Visualize yourself in a positive light. As you read earlier, visualization can be a powerful tool to help you over rough spots. Visualize purchasing the diet soda and forgoing the fries and chicken nuggets. Visualize yourself completing a 5 K race or swimming those extra laps.

Analyze the costs and benefits of a lapse. For instance, weigh the costs and benefits of purchasing and eating the fries and chicken nuggets. Is the cost of eating those fries and nuggets worth it to you? What about missing your exercise? You’ve been doing so well — what is the cost of missing exercise to your glucose levels, your weight management goals, your quality of life?

Let go of the guilt. As for feeling miserable and guilty, let it go. Nothing positive comes from beating yourself up. If anything, it makes it much harder to get back on track.

Maneuver through it. Get back on track. Your Well-being articles have offered several strategies to consider when you do experience a lapse, or are about to:

  • Remember to stay aware and wary. Be mindful. Take stock of what you’re doing or are about to do.
  • Stop and, if necessary, remove yourself from the situation. Drive away from the drive-thru restaurant if fries and chicken nuggets are calling your name! Give yourself time to regain control.
  • Take a deep, calming breath. Relax. You want to be able to think objectively about what happened and what you need to do about it. Clear your mind of negative self-talk. Remind yourself that you have ways to cope.
  • Take a moment to remember your successes.
  • Review your goals and commitment to control your diabetes.
  • Do something positive to get rid of negative thoughts. Take a walk. Visit a friend. Whatever you do, DON’T PUNISH YOURSELF!
  • Go over what happened. What put you at risk for this lapse? Identify three coping strategies to help you in the future.
  • Ask for help from a friend, a spouse, a health care provider — whoever can offer you the affirmation, information, and support you need to stay on track.

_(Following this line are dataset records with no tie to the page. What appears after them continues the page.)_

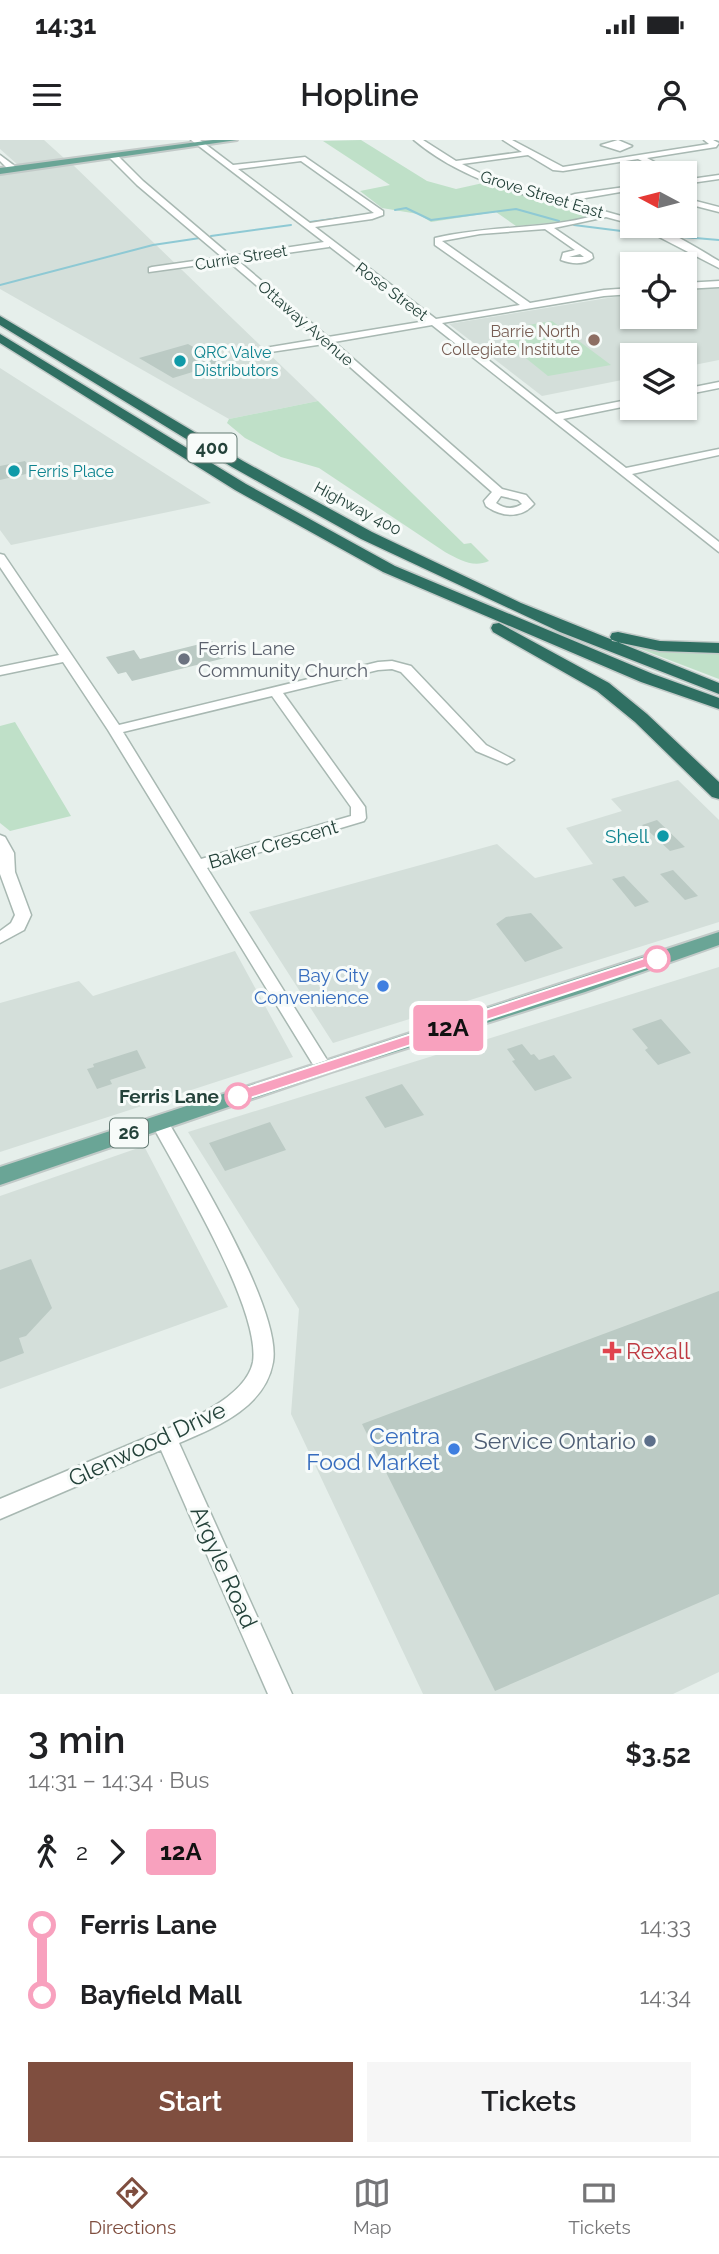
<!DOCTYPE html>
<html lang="en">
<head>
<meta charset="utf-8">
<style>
	body { margin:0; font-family:Raleway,sans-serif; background:#f6f6f6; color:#202124; height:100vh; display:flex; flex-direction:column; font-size:26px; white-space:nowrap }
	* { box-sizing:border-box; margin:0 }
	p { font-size:23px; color:#757577 }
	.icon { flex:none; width:38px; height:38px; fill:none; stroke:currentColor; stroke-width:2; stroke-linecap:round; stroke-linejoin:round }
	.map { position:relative; height:1554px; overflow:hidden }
	.details { display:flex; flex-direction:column; background:#fff; flex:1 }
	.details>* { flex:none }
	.badge { padding:0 14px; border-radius:5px; font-size:24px; line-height:46px }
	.needle { width:46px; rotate:277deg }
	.fabs { position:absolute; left:620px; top:21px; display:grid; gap:14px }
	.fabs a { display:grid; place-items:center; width:77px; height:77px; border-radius:0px; background:#fff; box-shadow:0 2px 5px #0004; font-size:35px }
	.map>.badge { position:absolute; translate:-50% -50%; box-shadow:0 0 0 4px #fff }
	.legs { display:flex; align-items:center; gap:10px; height:77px; padding:0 28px; font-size:23px }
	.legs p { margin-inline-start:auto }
	.head { display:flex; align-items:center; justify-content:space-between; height:119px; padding:0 28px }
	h1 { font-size:38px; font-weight:600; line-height:52px }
	.primary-button { display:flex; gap:14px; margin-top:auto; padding:14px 28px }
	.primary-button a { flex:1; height:80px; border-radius:0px; background:#7f4e3f; color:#fff; font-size:28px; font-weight:600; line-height:80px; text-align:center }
	.primary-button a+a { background:#f6f6f6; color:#202124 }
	ul { padding:0 28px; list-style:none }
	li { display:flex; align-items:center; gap:24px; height:70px; font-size:26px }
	li i { display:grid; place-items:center; width:10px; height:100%; margin:0 9px; background:currentColor }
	li i::after { content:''; width:18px; height:18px; margin:-9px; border:5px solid; border-radius:50%; background:#fff }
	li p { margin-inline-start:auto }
	li:first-child i { background:linear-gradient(#0000 50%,currentColor 0) }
	li:last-child i { background:linear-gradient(currentColor 50%,#0000 0) }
	.status { display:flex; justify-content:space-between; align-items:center; height:49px; padding:0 35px; background:#fff; direction:ltr }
	.status svg { height:19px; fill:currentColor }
	header { display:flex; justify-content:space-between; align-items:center; height:91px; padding:0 28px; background:#fff; font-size:32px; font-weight:600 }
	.dock { display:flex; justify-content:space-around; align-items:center; height:98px; border-top:2px solid #e0e0e0; background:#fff; font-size:19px; color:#757577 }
	.dock a { display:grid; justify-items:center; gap:4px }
	.dock .current { color:#7f4e3f }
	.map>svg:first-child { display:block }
	.built { fill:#d4dfda }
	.green { fill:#bfe0c8 }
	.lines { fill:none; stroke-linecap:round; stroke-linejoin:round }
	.stream { stroke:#8ec9d4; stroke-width:2 }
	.building { fill:#bbcac4 }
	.minor-casing { stroke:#a8b8b2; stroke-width:3 }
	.major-casing { stroke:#c2cac8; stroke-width:4 }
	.highway-casing { stroke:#c2cac8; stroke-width:3 }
	.minor { fill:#fff; fill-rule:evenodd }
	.major { fill:#6aa596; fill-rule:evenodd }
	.highway { fill:#2f6f62; fill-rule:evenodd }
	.line-1 { fill:#f8a1be; stroke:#fff; stroke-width:2 }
	.education-dot { fill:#8d6e63; stroke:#f7fbf9; stroke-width:2.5 }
	.culture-dot { fill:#0f9aa8; stroke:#f7fbf9; stroke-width:2.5 }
	.worship-dot { fill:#6b7280; stroke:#f7fbf9; stroke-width:2.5 }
	.stop-1-dot { fill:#fff; stroke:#f8a1be; stroke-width:3.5 }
	.shop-dot { fill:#3f7fe0; stroke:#f7fbf9; stroke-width:2.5 }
	.health-dot { fill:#e0444e; stroke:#f7fbf9; stroke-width:2.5 }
	.service-dot { fill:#5c6f8a; stroke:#f7fbf9; stroke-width:2.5 }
	.labels { text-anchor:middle; stroke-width:6; stroke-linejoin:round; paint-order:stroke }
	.far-street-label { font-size:16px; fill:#24423a; stroke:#f7fbf9 }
	.far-education-label { font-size:16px; fill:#785e54; stroke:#f7fbf9; text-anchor:end }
	.far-culture-label { font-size:16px; fill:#0d838f; stroke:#f7fbf9; text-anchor:start }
	.shield { fill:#f7fbf9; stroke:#637a73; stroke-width:2 }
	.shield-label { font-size:18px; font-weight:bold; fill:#24423a }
	.worship-label { font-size:19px; fill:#5b616d; stroke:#f7fbf9; text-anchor:start }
	.culture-label { font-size:19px; fill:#0d838f; stroke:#f7fbf9; text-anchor:end }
	.street-label { font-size:19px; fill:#24423a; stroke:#f7fbf9 }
	.shop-label { font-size:19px; fill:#366cbe; stroke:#f7fbf9; text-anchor:end }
	.stop-label { font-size:19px; font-weight:bold; fill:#24423a; stroke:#f7fbf9; text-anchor:end }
	.near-health-label { font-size:23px; fill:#be3a42; stroke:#f7fbf9; text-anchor:start }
	.near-shop-label { font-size:23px; fill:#366cbe; stroke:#f7fbf9; text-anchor:end }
	.near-service-label { font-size:23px; fill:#4e5e75; stroke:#f7fbf9; text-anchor:end }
	.near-street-label { font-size:23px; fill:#24423a; stroke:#f7fbf9 }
</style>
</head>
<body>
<div class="status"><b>14:31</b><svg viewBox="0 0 49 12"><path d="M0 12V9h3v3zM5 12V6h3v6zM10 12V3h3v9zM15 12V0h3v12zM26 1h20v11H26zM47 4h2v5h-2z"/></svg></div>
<header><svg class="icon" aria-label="menu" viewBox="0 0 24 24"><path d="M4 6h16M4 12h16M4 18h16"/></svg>Hopline<svg class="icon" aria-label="person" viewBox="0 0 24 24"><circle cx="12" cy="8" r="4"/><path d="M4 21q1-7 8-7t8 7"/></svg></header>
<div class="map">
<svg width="719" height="1554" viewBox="0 0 719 1554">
	<rect width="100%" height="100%" fill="#e6efeb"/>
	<!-- built -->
	<path class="built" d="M0,0H44L65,19L18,25L0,9Z
		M72,24L318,261L229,279L0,149V34Z
		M719,147V220L684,227V215H632V238L542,256L449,184L632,154V177H684V150Z
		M0,228L211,363L11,405L0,390Z
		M678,640L719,680V782L333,903L249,772L497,704L535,738L593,724L566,688L622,671L611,659Z
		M235,811L293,917L0,1012V863L79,841L93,856Z
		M719,827V1532L673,1554H423L291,1274L299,1169L188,992Z
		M144,1006L228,1167L0,1249V1056Z"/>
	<!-- green -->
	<path class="green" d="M361,0L427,41L456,49L483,43L599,75L589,79L516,86L496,72L431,82L418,74L382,68L360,51L390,45L323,1Z
		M552,181L611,225L548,236L492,191Z
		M318,261L464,404L471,403L489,421C473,428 460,420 445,412L319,328L281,317L245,298L227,283L229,279Z
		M630,505L719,511V539Z
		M15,582L71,676L10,691L0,683V586Z"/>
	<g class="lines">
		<!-- stream -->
		<path class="stream" d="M395,70L406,68L431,80L516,69L559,81
			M310,82L370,74
			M574,85L645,94
			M211,96L291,85
			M683,97L719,100
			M0,145L153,105L200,98"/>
	</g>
	<!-- building -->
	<path class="building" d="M188,204L222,223L173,238L139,218Z
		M25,321L31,330L26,334L0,340V326Z
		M212,501L225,518L132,541L126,532L118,534L106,517L134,510L140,519Z
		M657,680L685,707L670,711L642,685Z
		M673,730L698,756L685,760L660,734Z
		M624,736L649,762L635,767L612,739Z
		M531,773L563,808L525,822L496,784L506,777Z
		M661,879L691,913L658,925L645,910L648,908L632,889Z
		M522,904L531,915L534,914L539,920L554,915L572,938L535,951L512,921L515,920L507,909Z
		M137,910L146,928L110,940L112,944L97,949L87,929L94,927L93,924Z
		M402,944L424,975L385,988L365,957Z
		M270,982L286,1010L225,1031L209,1003Z
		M31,1119L52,1168L26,1196L19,1198L24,1213L0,1222V1130Z
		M719,1151V1454L495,1551L362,1284Z"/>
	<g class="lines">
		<defs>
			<path id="minor" d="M191,0H200L233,25L305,17L383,71V75L372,79L315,87L436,179L520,165L435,105V98C489,85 545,90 597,75C534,57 466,44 414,0H423L456,21L522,12L503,0H512L563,27L709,4L704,0H713L719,3L716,7L647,18L675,33H666L638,19L563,31L553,30L528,15L462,24L494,40L559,59L575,54L632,46V50L568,61L632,79V84L606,77L554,88L592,114L593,118C584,125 572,124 561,120L563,113L575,110L545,89L480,94L442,101L530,163L604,150L632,148V154L604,156L442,183L556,274L632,259V265L563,279L626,328L719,309V315L632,334L719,402V412L432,185L334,202L502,349L526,355L534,364C521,379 501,377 486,366L484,361L492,352L324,204L238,217V213L241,212L319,199L228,121L149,132V128L152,127L222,117L137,45L110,18V14H116L143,41L231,116L324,102ZM301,21L374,73L310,83L238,29ZM329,107V106L426,181L328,197L237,120ZM580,114L584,117H569ZM501,356L518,360L522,364C513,370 505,369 496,363Z
				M618,0L632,6L620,11L601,5Z
				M0,15L16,27V31H10L0,21Z
				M719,35V39L684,44V40Z
				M684,58L719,67V72L684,63Z
				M638,86C665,85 696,108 719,121V128Z
				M719,141V147L684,149V143Z
				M719,242V248L684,255V249Z
				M0,414L4,415L119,585L378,522L392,521L411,526L486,605L514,620L507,624L476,611L401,532L392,529L378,530L283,553L365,667L366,678L364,681L207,728L329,923L332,927L329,931H317L108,590L63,522L0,535V527L59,515L0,427ZM272,556L351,667V676L201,719L123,592Z
				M0,695L5,697L14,713L15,732L31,775L24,790L0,803V791L11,783L15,775L0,734Z
				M160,976L166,978C194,1027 282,1170 273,1222C265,1268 216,1287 179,1303L292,1554H268L161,1310L0,1379V1359C48,1339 95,1319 143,1299C165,1289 191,1281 211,1268C228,1258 249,1242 253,1222C261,1169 178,1033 151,983L154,978Z"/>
			<path id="major" d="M213,0H237L0,34V28Z
				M719,792V805L585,852L331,932L0,1045V1027Z"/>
			<path id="highway" d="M0,176L243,321L372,392L521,463L719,543V554L560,492L361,399L232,327L0,185Z
				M0,194L246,344L395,426L653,534L719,558V569L641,542L383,432L235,350L0,203Z
				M499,483L609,543L647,574L719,642V659L712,657L635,582L597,551L493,492L491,488L493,484Z
				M618,492L660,501L719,503V513L660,511L612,501L610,497L612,493Z"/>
		</defs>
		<!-- minor casing -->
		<use href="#minor" class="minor-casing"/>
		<!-- major casing -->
		<use href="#major" class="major-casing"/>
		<!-- highway casing -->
		<use href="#highway" class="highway-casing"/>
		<!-- minor -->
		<use href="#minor" class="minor"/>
		<!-- major -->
		<use href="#major" class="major"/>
		<!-- highway -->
		<use href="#highway" class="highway"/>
	</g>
	<!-- line-1 -->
	<path class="line-1" d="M657,814L662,816V822L244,960H233L230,956L233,952Z"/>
	<!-- markers -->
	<circle class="education-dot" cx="594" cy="200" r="7"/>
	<g class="culture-dot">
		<circle cx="180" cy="221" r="7"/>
		<circle cx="14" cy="331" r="7"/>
		<circle cx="663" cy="696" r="7"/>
	</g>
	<circle class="worship-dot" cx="184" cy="519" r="7"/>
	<g class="stop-1-dot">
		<circle cx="657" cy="819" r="12"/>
		<circle cx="238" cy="956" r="12"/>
	</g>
	<g class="shop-dot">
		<circle cx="383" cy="846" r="7"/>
		<circle cx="454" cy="1309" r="7"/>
	</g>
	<path class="health-dot" d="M608.5 1200.5h7v7h7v7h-7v7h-7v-7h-7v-7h7z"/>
	<circle class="service-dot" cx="650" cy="1301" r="7"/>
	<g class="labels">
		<!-- far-street labels -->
		<g class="far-street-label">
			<text transform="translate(542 54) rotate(17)" y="6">Grove Street East</text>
			<text transform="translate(241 117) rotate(-9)" y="6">Currie Street</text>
			<text transform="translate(392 151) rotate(37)" y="6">Rose Street</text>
			<text transform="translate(306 183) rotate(41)" y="6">Ottaway Avenue</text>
			<text transform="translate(358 368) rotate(28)" y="6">Highway 400</text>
		</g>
		<!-- far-education labels -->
		<g class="far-education-label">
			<text x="580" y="197">Barrie North<tspan x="580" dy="18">Collegiate Institute</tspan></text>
		</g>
		<!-- far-culture labels -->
		<g class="far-culture-label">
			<text x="194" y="218">QRC Valve<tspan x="194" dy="18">Distributors</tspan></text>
			<text x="28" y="337">Ferris Place</text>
		</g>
		<!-- shield labels -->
		<g class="shield">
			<rect x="187.5" y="293.5" width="49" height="29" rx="5"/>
			<rect x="110" y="978.5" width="38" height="29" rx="5"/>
		</g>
		<g class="shield-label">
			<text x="212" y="314">400</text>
			<text x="129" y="999">26</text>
		</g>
		<!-- worship labels -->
		<g class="worship-label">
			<text x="198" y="515">Ferris Lane<tspan x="198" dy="22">Community Church</tspan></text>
		</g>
		<!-- culture labels -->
		<g class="culture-label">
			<text x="649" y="703">Shell</text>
		</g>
		<!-- street labels -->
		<g class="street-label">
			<text transform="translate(273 704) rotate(-16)" y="7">Baker Crescent</text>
		</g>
		<!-- shop labels -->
		<g class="shop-label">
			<text x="369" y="842">Bay City<tspan x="369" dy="22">Convenience</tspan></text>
		</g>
		<!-- stop labels -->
		<g class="stop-label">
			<text x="219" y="963">Ferris Lane</text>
		</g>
		<!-- near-health labels -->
		<g class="near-health-label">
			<text x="626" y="1219">Rexall</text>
		</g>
		<!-- near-shop labels -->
		<g class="near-shop-label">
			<text x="440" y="1304">Centra<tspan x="440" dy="26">Food Market</tspan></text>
		</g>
		<!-- near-service labels -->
		<g class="near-service-label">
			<text x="636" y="1309">Service Ontario</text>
		</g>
		<!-- near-street labels -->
		<g class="near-street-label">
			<text transform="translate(147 1304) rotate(-25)" y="8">Glenwood Drive</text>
			<text transform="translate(224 1427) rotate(66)" y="8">Argyle Road</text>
		</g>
	</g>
</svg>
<div class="fabs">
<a><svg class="needle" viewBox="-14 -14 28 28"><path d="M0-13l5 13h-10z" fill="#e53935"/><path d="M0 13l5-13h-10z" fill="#757577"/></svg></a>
<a><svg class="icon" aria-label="locate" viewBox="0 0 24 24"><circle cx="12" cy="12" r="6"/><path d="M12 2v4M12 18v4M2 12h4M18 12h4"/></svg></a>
<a><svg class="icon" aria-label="layers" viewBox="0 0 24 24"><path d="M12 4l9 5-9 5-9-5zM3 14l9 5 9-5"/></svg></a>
</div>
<b class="badge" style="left:448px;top:888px;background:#f8a1be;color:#111">12A</b>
</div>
<section class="details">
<div class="head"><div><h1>3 min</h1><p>14:31 – 14:34 · Bus</p></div><b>$3.52</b></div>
<div class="legs"><svg class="icon" aria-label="walk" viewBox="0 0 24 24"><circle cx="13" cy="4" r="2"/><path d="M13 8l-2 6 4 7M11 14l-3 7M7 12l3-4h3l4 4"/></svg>2<svg class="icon" aria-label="forward" viewBox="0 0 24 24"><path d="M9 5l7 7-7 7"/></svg><b class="badge" style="background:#f8a1be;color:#111">12A</b></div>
<ul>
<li><i style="color:#f8a1be"></i><b>Ferris Lane</b><p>14:33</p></li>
<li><i style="color:#f8a1be"></i><b>Bayfield Mall</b><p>14:34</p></li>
</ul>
<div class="primary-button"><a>Start</a><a>Tickets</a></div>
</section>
<nav class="dock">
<a class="current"><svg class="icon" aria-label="directions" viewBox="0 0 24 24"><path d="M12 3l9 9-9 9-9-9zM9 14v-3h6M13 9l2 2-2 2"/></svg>Directions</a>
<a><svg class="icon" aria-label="map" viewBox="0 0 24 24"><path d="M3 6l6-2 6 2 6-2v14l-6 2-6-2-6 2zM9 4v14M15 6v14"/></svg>Map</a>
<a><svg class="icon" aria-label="tickets" viewBox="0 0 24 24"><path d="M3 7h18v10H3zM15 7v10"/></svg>Tickets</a>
</nav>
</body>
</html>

Learn from it. View a lapse as a learning opportunity, a chance to discover different, perhaps better, coping strategies to use in the future.

Summary

  • Lapses are inevitable, no matter how careful you are.
  • You can develop strategies to prevent many lapses.
    1. Be proactive and prepared. Identify your high-risk situations. Create at least three strategies to help you cope with each one.
    2. Ride out the urge to eat when you’re not hungry or find a distraction or alternative activity. Same with your urge to miss exercise. Choose a different activity or a different location.
  • You can take steps to keep lapses from leading to relapse.
    1. Visualize yourself in a positive light. See yourself getting through a difficult situation staying on track. See yourself bouncing back from a lapse.
    2. Weigh the costs and benefits of the lapses. Are they worth it?
    3. Let go of the guilt. Nothing positive comes from beating yourself up.
    4. Use the Diabetes Control for Life™ Program well-being strategies to move through difficult situations and get back on track.
    5. Learn from your lapses. This self-knowledge can help you deal with high-risk situations in the future.